• **Records**:

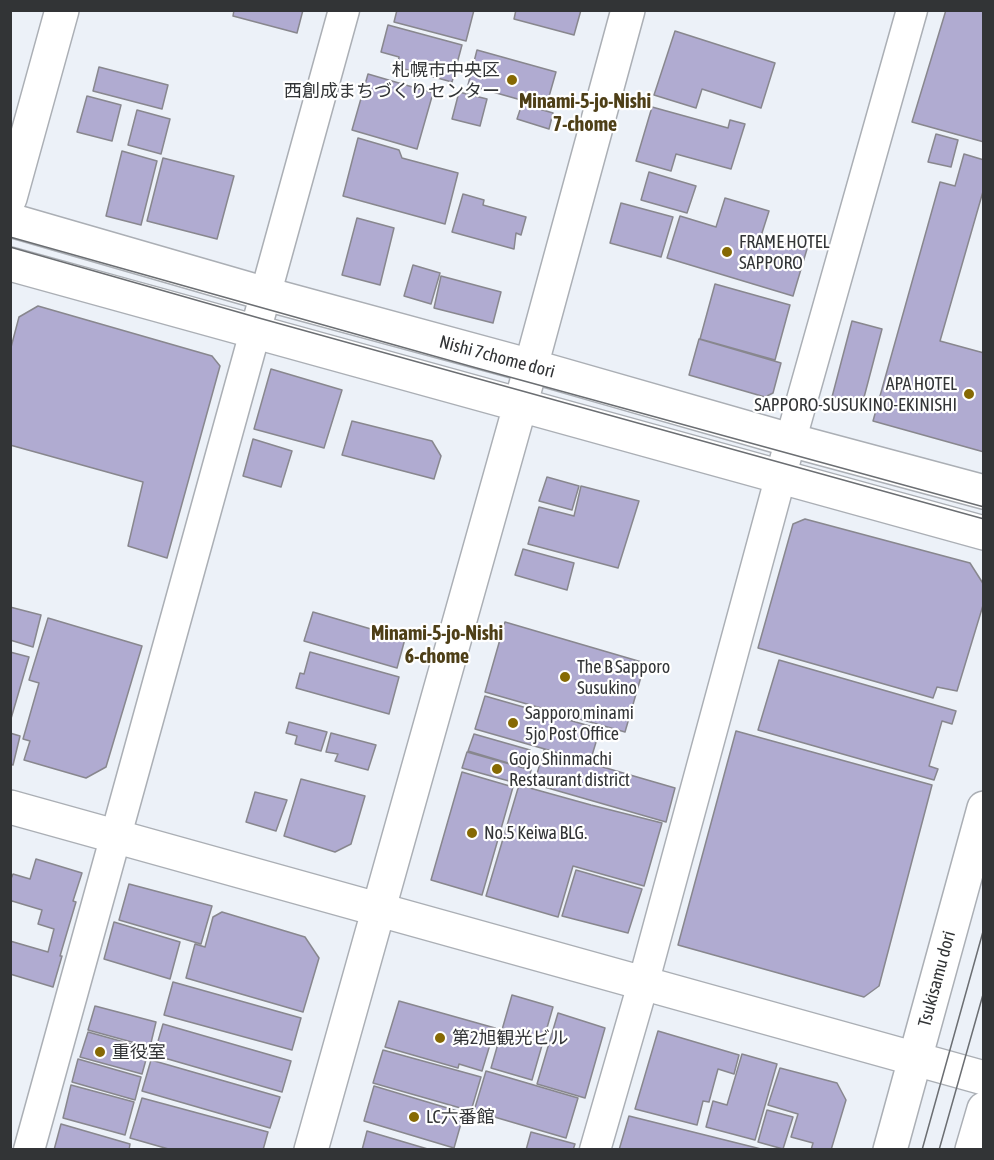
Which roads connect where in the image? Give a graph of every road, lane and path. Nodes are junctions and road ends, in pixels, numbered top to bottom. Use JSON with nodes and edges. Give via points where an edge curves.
{"nodes":[{"id":1,"x":62,"y":10,"type":"edge"},
{"id":2,"x":344,"y":10,"type":"edge"},
{"id":3,"x":628,"y":10,"type":"edge"},
{"id":4,"x":912,"y":10,"type":"edge"},
{"id":5,"x":10,"y":198,"type":"edge"},
{"id":6,"x":10,"y":220,"type":"edge"},
{"id":7,"x":10,"y":264,"type":"edge"},
{"id":8,"x":266,"y":294,"type":"junction"},
{"id":9,"x":255,"y":332,"type":"junction"},
{"id":10,"x":531,"y":366,"type":"junction"},
{"id":11,"x":520,"y":406,"type":"junction"},
{"id":12,"x":790,"y":440,"type":"junction"},
{"id":13,"x":780,"y":477,"type":"junction"},
{"id":14,"x":984,"y":492,"type":"edge"},
{"id":15,"x":984,"y":533,"type":"edge"},
{"id":16,"x":10,"y":807,"type":"edge"},
{"id":17,"x":984,"y":808,"type":"edge"},
{"id":18,"x":116,"y":837,"type":"junction"},
{"id":19,"x":378,"y":910,"type":"junction"},
{"id":20,"x":643,"y":984,"type":"junction"},
{"id":21,"x":915,"y":1059,"type":"junction"},
{"id":22,"x":984,"y":1078,"type":"edge"},
{"id":23,"x":984,"y":1109,"type":"edge"},
{"id":24,"x":29,"y":1149,"type":"edge"},
{"id":25,"x":311,"y":1149,"type":"edge"},
{"id":26,"x":595,"y":1149,"type":"edge"},
{"id":27,"x":890,"y":1149,"type":"edge"},
{"id":28,"x":972,"y":1149,"type":"edge"}],
"edges":[{"from":1,"to":5,"type":"street"},
{"from":2,"to":8,"type":"street"},
{"from":3,"to":10,"type":"street"},
{"from":4,"to":12,"type":"street"},
{"from":6,"to":8,"type":"street","name":"Nishi 7chome dori"},
{"from":7,"to":9,"type":"street"},
{"from":8,"to":9,"type":"street"},
{"from":8,"to":10,"type":"street","name":"Nishi 7chome dori"},
{"from":9,"to":11,"type":"street"},
{"from":9,"to":18,"type":"street"},
{"from":10,"to":11,"type":"street"},
{"from":10,"to":12,"type":"street","name":"Nishi 7chome dori"},
{"from":11,"to":13,"type":"street"},
{"from":11,"to":19,"type":"street"},
{"from":12,"to":13,"type":"street"},
{"from":12,"to":14,"type":"street","name":"Nishi 7chome dori"},
{"from":13,"to":15,"type":"street"},
{"from":13,"to":20,"type":"street"},
{"from":16,"to":18,"type":"street"},
{"from":17,"to":21,"type":"street","name":"Tsukisamu dori"},
{"from":18,"to":19,"type":"street"},
{"from":18,"to":24,"type":"street"},
{"from":19,"to":20,"type":"street"},
{"from":19,"to":25,"type":"street"},
{"from":20,"to":21,"type":"street"},
{"from":20,"to":26,"type":"street"},
{"from":21,"to":22,"type":"street"},
{"from":21,"to":27,"type":"street","name":"Tsukisamu dori"},
{"from":23,"to":28,"type":"street"}]}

• **Instructions for the task**: Without including any picture, set down the listing above exactly as it appears.

• **Exercise solution**:
Which roads connect where in the image? Give a graph of every road, lane and path. Nodes are junctions and road ends, in pixels, numbered top to bottom. Use JSON with nodes and edges. Give via points where an edge curves.
{"nodes":[{"id":1,"x":62,"y":10,"type":"edge"},
{"id":2,"x":344,"y":10,"type":"edge"},
{"id":3,"x":628,"y":10,"type":"edge"},
{"id":4,"x":912,"y":10,"type":"edge"},
{"id":5,"x":10,"y":198,"type":"edge"},
{"id":6,"x":10,"y":220,"type":"edge"},
{"id":7,"x":10,"y":264,"type":"edge"},
{"id":8,"x":266,"y":294,"type":"junction"},
{"id":9,"x":255,"y":332,"type":"junction"},
{"id":10,"x":531,"y":366,"type":"junction"},
{"id":11,"x":520,"y":406,"type":"junction"},
{"id":12,"x":790,"y":440,"type":"junction"},
{"id":13,"x":780,"y":477,"type":"junction"},
{"id":14,"x":984,"y":492,"type":"edge"},
{"id":15,"x":984,"y":533,"type":"edge"},
{"id":16,"x":10,"y":807,"type":"edge"},
{"id":17,"x":984,"y":808,"type":"edge"},
{"id":18,"x":116,"y":837,"type":"junction"},
{"id":19,"x":378,"y":910,"type":"junction"},
{"id":20,"x":643,"y":984,"type":"junction"},
{"id":21,"x":915,"y":1059,"type":"junction"},
{"id":22,"x":984,"y":1078,"type":"edge"},
{"id":23,"x":984,"y":1109,"type":"edge"},
{"id":24,"x":29,"y":1149,"type":"edge"},
{"id":25,"x":311,"y":1149,"type":"edge"},
{"id":26,"x":595,"y":1149,"type":"edge"},
{"id":27,"x":890,"y":1149,"type":"edge"},
{"id":28,"x":972,"y":1149,"type":"edge"}],
"edges":[{"from":1,"to":5,"type":"street"},
{"from":2,"to":8,"type":"street"},
{"from":3,"to":10,"type":"street"},
{"from":4,"to":12,"type":"street"},
{"from":6,"to":8,"type":"street","name":"Nishi 7chome dori"},
{"from":7,"to":9,"type":"street"},
{"from":8,"to":9,"type":"street"},
{"from":8,"to":10,"type":"street","name":"Nishi 7chome dori"},
{"from":9,"to":11,"type":"street"},
{"from":9,"to":18,"type":"street"},
{"from":10,"to":11,"type":"street"},
{"from":10,"to":12,"type":"street","name":"Nishi 7chome dori"},
{"from":11,"to":13,"type":"street"},
{"from":11,"to":19,"type":"street"},
{"from":12,"to":13,"type":"street"},
{"from":12,"to":14,"type":"street","name":"Nishi 7chome dori"},
{"from":13,"to":15,"type":"street"},
{"from":13,"to":20,"type":"street"},
{"from":16,"to":18,"type":"street"},
{"from":17,"to":21,"type":"street","name":"Tsukisamu dori"},
{"from":18,"to":19,"type":"street"},
{"from":18,"to":24,"type":"street"},
{"from":19,"to":20,"type":"street"},
{"from":19,"to":25,"type":"street"},
{"from":20,"to":21,"type":"street"},
{"from":20,"to":26,"type":"street"},
{"from":21,"to":22,"type":"street"},
{"from":21,"to":27,"type":"street","name":"Tsukisamu dori"},
{"from":23,"to":28,"type":"street"}]}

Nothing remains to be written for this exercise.